Part of the latest trend in wallpapers, nonwoven papers are a blend of synthetic and natural fibers similar in production to coffee filters. While they are tear-resistant and allow walls to breathe, they are non-washable and stains are extremely difficult to remove.
Traditional, Foil, and Flocked Paper
Made of cellulose fibers, traditional wallpaper can be single or double-layered. It is affordable and readily available but it tears easily and will not stand up well to moisture or most cleaning products. Foil and flocked papers have cellulose foundations with a thin layer of metallic foil or a velvet-like fiber applied to the paper.
Natural Grasses and Bamboo
Made from natural components like jute, sisal, hemp or reeds, grasscloth is woven and highly textured. Bamboo wallpaper is handcrafted from natural bamboo that is glued to a paper backing. Neither will stand up to water or traditional cleaning products.
What You Need
- Dishwashing liquid
- Cornstarch (optional)
- Plastic wrap (optional)
- Distilled white vinegar (optional)
- Paper towels (optional)
- Chlorine bleach (optional)
- Cotton swabs (optional)
- Long-handled microfiber duster or vacuum with an upholstery attachment
- Microfiber cloth
- Gum eraser (optional)
- Dull-edged knife
- Iron (optional)
Remove Surface Dust
Every type of wallpaper should be dusted monthly with a microfiber duster or vacuumed with the upholstery brush attachment to remove cobwebs, dust, and loose soil. Begin at the top of the wall and move down in long, smooth strokes.
Mix the Cleaning Solution
To clean washable vinyl and fiberglass wallpaper, mix two tablespoons of dishwashing liquid with one gallon of warm water in a bucket. Stir well to disperse the soap.
Wipe Down the Walls
Dip a soft sponge into the cleaning solution and wring it out until it is only slightly damp. Begin at the top of the wall and work down in even sections. This will catch any dirty drips that may occur. Try not to over-saturate the wallpaper or scrub too vigorously.
Dry the Wallpaper
Allow the wallpaper to air-dry or use a microfiber cloth to hand dry the walls.
Inspect for Stains
After the walls are dry, inspect the wallpaper for specific stains and heavily soiled areas. The most susceptible areas are around light switch plates, behind sinks, and areas that a child can reach with a crayon.
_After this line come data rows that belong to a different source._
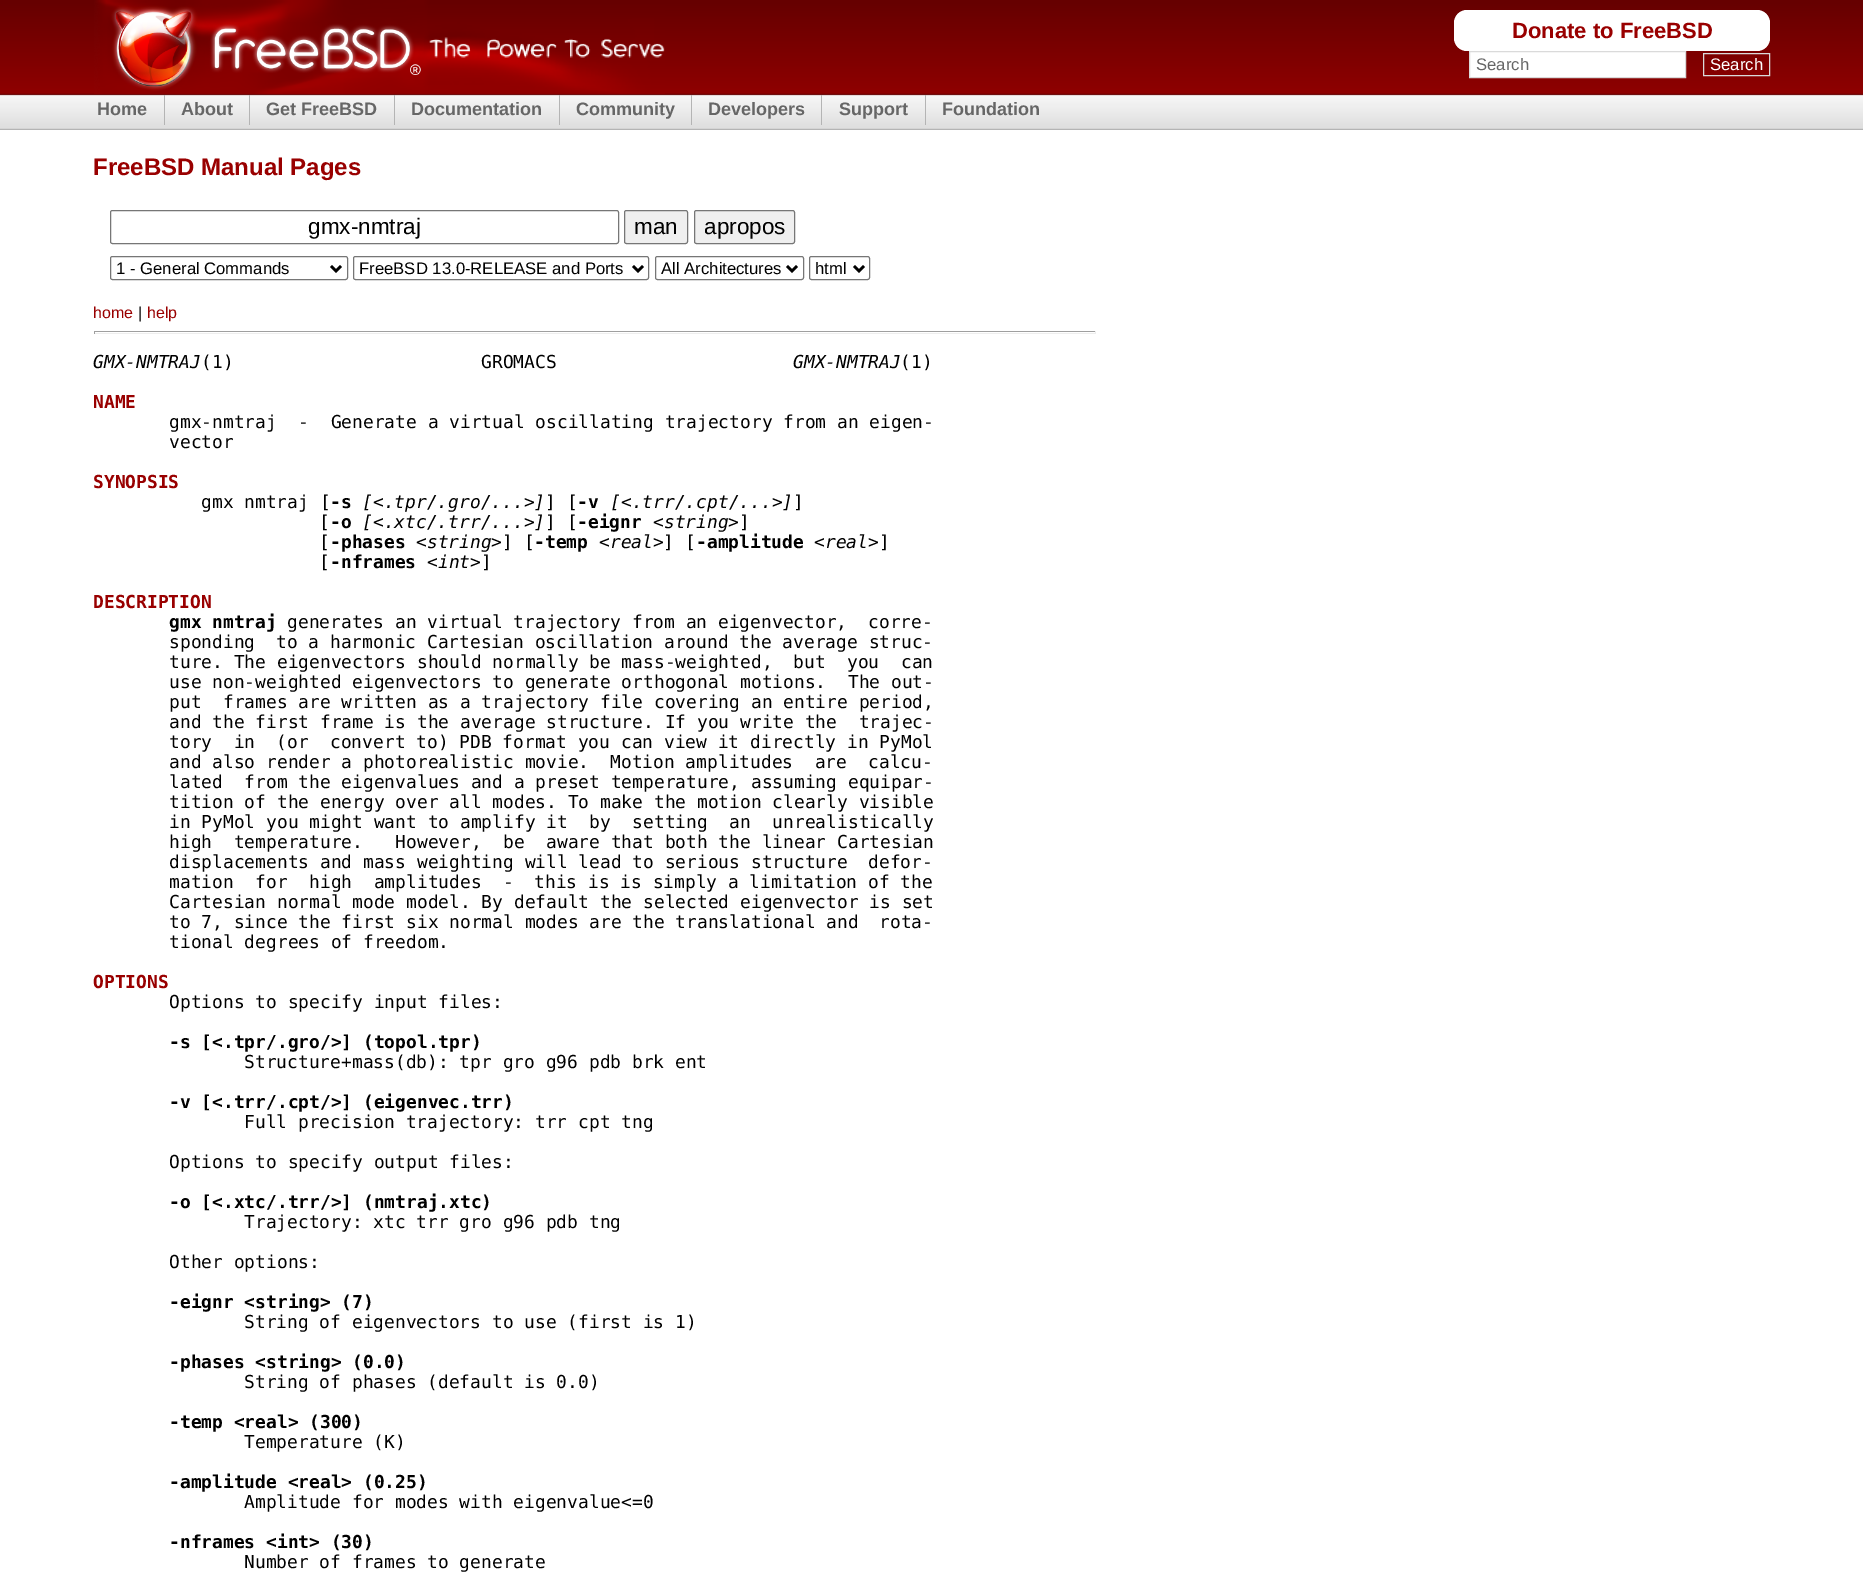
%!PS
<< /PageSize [1863 1581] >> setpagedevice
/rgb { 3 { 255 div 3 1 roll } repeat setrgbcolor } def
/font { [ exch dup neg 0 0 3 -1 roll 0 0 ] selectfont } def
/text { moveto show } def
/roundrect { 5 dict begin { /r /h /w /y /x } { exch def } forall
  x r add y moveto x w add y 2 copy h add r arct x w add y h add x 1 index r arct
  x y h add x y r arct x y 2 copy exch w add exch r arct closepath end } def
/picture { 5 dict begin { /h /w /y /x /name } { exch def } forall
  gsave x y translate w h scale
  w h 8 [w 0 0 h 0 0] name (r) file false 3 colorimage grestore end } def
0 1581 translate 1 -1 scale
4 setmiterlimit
255 255 255 rgb
0 0 1863 1581 rectfill
(img_01.rgb) 0 0 1863 130 picture
(img_02.rgb) 94 0 571 94 picture
1454 10 316 41 13 roundrect fill
1469.5 51.5 moveto 216 0 rlineto 0 26 rlineto -216 0 rlineto closepath gsave fill grestore
218 218 218 rgb
stroke
1703.5 53.5 66 22 rectstroke
180 180 180 rgb
164 95 1 30 rectfill
249 95 1 30 rectfill
394 95 1 30 rectfill
559 95 1 30 rectfill
691 95 1 30 rectfill
821 95 1 30 rectfill
925 95 1 30 rectfill
118 118 118 rgb
110.5 210.5 508 33 2 roundrect stroke
239 239 239 rgb
624.5 210.5 63 33 2 roundrect gsave fill grestore
118 118 118 rgb
stroke
239 239 239 rgb
694.5 210.5 100 33 2 roundrect gsave fill grestore
118 118 118 rgb
stroke
110.5 256.5 237 23 2 roundrect stroke
0 0 0 rgb
2.5 setlinewidth
331 266 moveto 5 5 rlineto 5 -5 rlineto stroke
118 118 118 rgb
1 setlinewidth
353.5 256.5 295 23 2 roundrect stroke
0 0 0 rgb
2.5 setlinewidth
633 266 moveto 5 5 rlineto 5 -5 rlineto stroke
118 118 118 rgb
1 setlinewidth
655.5 256.5 148 23 2 roundrect stroke
0 0 0 rgb
2.5 setlinewidth
787 266 moveto 5 5 rlineto 5 -5 rlineto stroke
118 118 118 rgb
1 setlinewidth
809.5 256.5 60 23 2 roundrect stroke
0 0 0 rgb
2.5 setlinewidth
854 266 moveto 5 5 rlineto 5 -5 rlineto stroke
159 159 159 rgb
94 331 1002 1 rectfill
238 238 238 rgb
1095 331 1 3 rectfill
94 333 1002 1 rectfill
159 159 159 rgb
94 331 1 3 rectfill
/LiberationSans-Bold 22 font
153 0 0 rgb
(Donate to FreeBSD) 1512 38 text
/LiberationSans-Regular 16.7 font
102 102 102 rgb
(Search) 1476 70 text
255 255 255 rgb
(Search) 1710 70 text
/LiberationSans-Bold 18 font
102 102 102 rgb
(Home) 97 115 text
(About) 181 115 text
(Get FreeBSD) 266 115 text
(Documentation) 411 115 text
(Community) 576 115 text
(Developers) 708 115 text
(Support) 839 115 text
(Foundation) 942 115 text
/LiberationSans-Bold 24 font
153 0 0 rgb
(FreeBSD Manual Pages) 93 175 text
/LiberationSans-Regular 22.5 font
0 0 0 rgb
(gmx-nmtraj) 308 234 text
(man) 634 234 text
(apropos) 704 234 text
/LiberationSans-Regular 16.7 font
(1 - General Commands) 116 274 text
(FreeBSD 13.0-RELEASE and Ports) 359 274 text
(All Architectures) 661 274 text
(html) 815 274 text
/LiberationSans-Regular 16 font
153 0 0 rgb
(home) 93 318 text
0 0 0 rgb
(|) 138 318 text
153 0 0 rgb
(help) 147 318 text
/DejaVuSansMono-Italic 17.9 font
0 0 0 rgb
(GMX-NMTRAJ) 93 368 text
/DejaVuSansMono-Regular 17.9 font
(\(1\)) 201 368 text
(GROMACS) 481 368 text
/DejaVuSansMono-Italic 17.9 font
(GMX-NMTRAJ) 793 368 text
/DejaVuSansMono-Regular 17.9 font
(\(1\)) 900 368 text
/DejaVuSansMono-Bold 17.9 font
153 0 0 rgb
(NAME) 93 408 text
/DejaVuSansMono-Regular 17.9 font
0 0 0 rgb
(gmx-nmtraj  -  Generate a virtual oscillating trajectory from an eigen-) 169 428 text
(vector) 169 448 text
/DejaVuSansMono-Bold 17.9 font
153 0 0 rgb
(SYNOPSIS) 93 488 text
/DejaVuSansMono-Regular 17.9 font
0 0 0 rgb
(gmx nmtraj [) 201 508 text
/DejaVuSansMono-Bold 17.9 font
(-s) 330 508 text
/DejaVuSansMono-Italic 17.9 font
([<.tpr/.gro/...>]) 362 508 text
/DejaVuSansMono-Regular 17.9 font
(] [) 545 508 text
/DejaVuSansMono-Bold 17.9 font
(-v) 577 508 text
/DejaVuSansMono-Italic 17.9 font
([<.trr/.cpt/...>]) 610 508 text
/DejaVuSansMono-Regular 17.9 font
(]) 793 508 text
([) 319 528 text
/DejaVuSansMono-Bold 17.9 font
(-o) 330 528 text
/DejaVuSansMono-Italic 17.9 font
([<.xtc/.trr/...>]) 362 528 text
/DejaVuSansMono-Regular 17.9 font
(] [) 545 528 text
/DejaVuSansMono-Bold 17.9 font
(-eignr) 577 528 text
/DejaVuSansMono-Italic 17.9 font
(<string>) 653 528 text
/DejaVuSansMono-Regular 17.9 font
(]) 739 528 text
([) 319 548 text
/DejaVuSansMono-Bold 17.9 font
(-phases) 330 548 text
/DejaVuSansMono-Italic 17.9 font
(<string>) 416 548 text
/DejaVuSansMono-Regular 17.9 font
(] [) 502 548 text
/DejaVuSansMono-Bold 17.9 font
(-temp) 534 548 text
/DejaVuSansMono-Italic 17.9 font
(<real>) 599 548 text
/DejaVuSansMono-Regular 17.9 font
(] [) 663 548 text
/DejaVuSansMono-Bold 17.9 font
(-amplitude) 696 548 text
/DejaVuSansMono-Italic 17.9 font
(<real>) 814 548 text
/DejaVuSansMono-Regular 17.9 font
(]) 879 548 text
([) 319 568 text
/DejaVuSansMono-Bold 17.9 font
(-nframes) 330 568 text
/DejaVuSansMono-Italic 17.9 font
(<int>) 427 568 text
/DejaVuSansMono-Regular 17.9 font
(]) 481 568 text
/DejaVuSansMono-Bold 17.9 font
153 0 0 rgb
(DESCRIPTION) 93 608 text
0 0 0 rgb
(gmx nmtraj) 169 628 text
/DejaVuSansMono-Regular 17.9 font
(generates an virtual trajectory from an eigenvector,) 287 628 text
(corre-) 868 628 text
(sponding) 169 648 text
(to a harmonic Cartesian oscillation around the average struc-) 276 648 text
(ture. The eigenvectors should normally be mass-weighted,) 169 668 text
(but  you  can) 793 668 text
(use non-weighted eigenvectors to generate orthogonal motions.  The out-) 169 688 text
(put  frames are written as a trajectory file covering an entire period,) 169 708 text
(and the first frame is the average structure. If you write the  trajec-) 169 728 text
(tory  in) 169 748 text
(\(or  convert to\) PDB format you can view it directly in PyMol) 276 748 text
(and also render a photorealistic movie.) 169 768 text
(Motion amplitudes  are) 610 768 text
(calcu-) 868 768 text
(lated  from the eigenvalues and a preset temperature, assuming equipar-) 169 788 text
(tition of the energy over all modes. To make the motion clearly visible) 169 808 text
(in PyMol you might want to amplify it  by  setting  an  unrealistically) 169 828 text
(high  temperature.   However,  be  aware that both the linear Cartesian) 169 848 text
(displacements and mass weighting will lead to serious structure) 169 868 text
(defor-) 868 868 text
(mation  for  high  amplitudes  -) 169 888 text
(this is is simply a limitation of the) 534 888 text
(Cartesian normal mode model. By default the selected eigenvector is set) 169 908 text
(to 7, since the first six normal modes are the translational and) 169 928 text
(rota-) 879 928 text
(tional degrees of freedom.) 169 948 text
/DejaVuSansMono-Bold 17.9 font
153 0 0 rgb
(OPTIONS) 93 988 text
/DejaVuSansMono-Regular 17.9 font
0 0 0 rgb
(Options to specify input files:) 169 1008 text
/DejaVuSansMono-Bold 17.9 font
(-s [<.tpr/.gro/>] \(topol.tpr\)) 169 1048 text
/DejaVuSansMono-Regular 17.9 font
(Structure+mass\(db\): tpr gro g96 pdb brk ent) 244 1068 text
/DejaVuSansMono-Bold 17.9 font
(-v [<.trr/.cpt/>] \(eigenvec.trr\)) 169 1108 text
/DejaVuSansMono-Regular 17.9 font
(Full precision trajectory: trr cpt tng) 244 1128 text
(Options to specify output files:) 169 1168 text
/DejaVuSansMono-Bold 17.9 font
(-o [<.xtc/.trr/>] \(nmtraj.xtc\)) 169 1208 text
/DejaVuSansMono-Regular 17.9 font
(Trajectory: xtc trr gro g96 pdb tng) 244 1228 text
(Other options:) 169 1268 text
/DejaVuSansMono-Bold 17.9 font
(-eignr <string> \(7\)) 169 1308 text
/DejaVuSansMono-Regular 17.9 font
(String of eigenvectors to use \(first is 1\)) 244 1328 text
/DejaVuSansMono-Bold 17.9 font
(-phases <string> \(0.0\)) 169 1368 text
/DejaVuSansMono-Regular 17.9 font
(String of phases \(default is 0.0\)) 244 1388 text
/DejaVuSansMono-Bold 17.9 font
(-temp <real> \(300\)) 169 1428 text
/DejaVuSansMono-Regular 17.9 font
(Temperature \(K\)) 244 1448 text
/DejaVuSansMono-Bold 17.9 font
(-amplitude <real> \(0.25\)) 169 1488 text
/DejaVuSansMono-Regular 17.9 font
(Amplitude for modes with eigenvalue<=0) 244 1508 text
/DejaVuSansMono-Bold 17.9 font
(-nframes <int> \(30\)) 169 1548 text
/DejaVuSansMono-Regular 17.9 font
(Number of frames to generate) 244 1568 text
showpage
Remove Scuffs, Dirt, and Fingerprints
Use an art gum eraser to gently rub away the scuffs, soil, and fingerprints. This method can be used on all types of wallpaper. On vinyl and fiberglass papers, use a dot of dishwashing liquid on a wet sponge to wipe away the smudges. Rinse the area with a clean sponge dipped in plain water and wrung until just slightly damp.
Remove Grease Spots
Apply a liberal amount of cornstarch to a square of plastic food wrap. Attach the wrap to the wallpaper over the grease stain and allow the cornstarch to absorb the oil for at least 24 hours. Remove and brush away the cornstarch with a soft cloth. Repeat if needed.
For grease stains on vinyl or fiberglass wallpaper, mix one-half cup of distilled white vinegar with one cup of warm water. Dip a sponge in this solution and apply it to the stained area. Towel dry and repeat if needed.
Remove Crayon Marks
Use a dull-edged knife or the edge of a credit card to gently scrape away excess crayon wax. Place several layers of white paper towels over the marks and press with an iron (no steam) on the lowest setting. The wax will transfer to the paper towels. Repeat with clean towels for each mark.
Remove Mildew Stains
For mildew stains on vinyl or fiberglass papers, mix a solution of one-fourth cup chlorine bleach and one cup of water. Using a sponge or cotton swabs, dab the solution on the mildew stains. Let work for five minutes and then wipe away with a sponge dipped in plain water. Repeat as needed.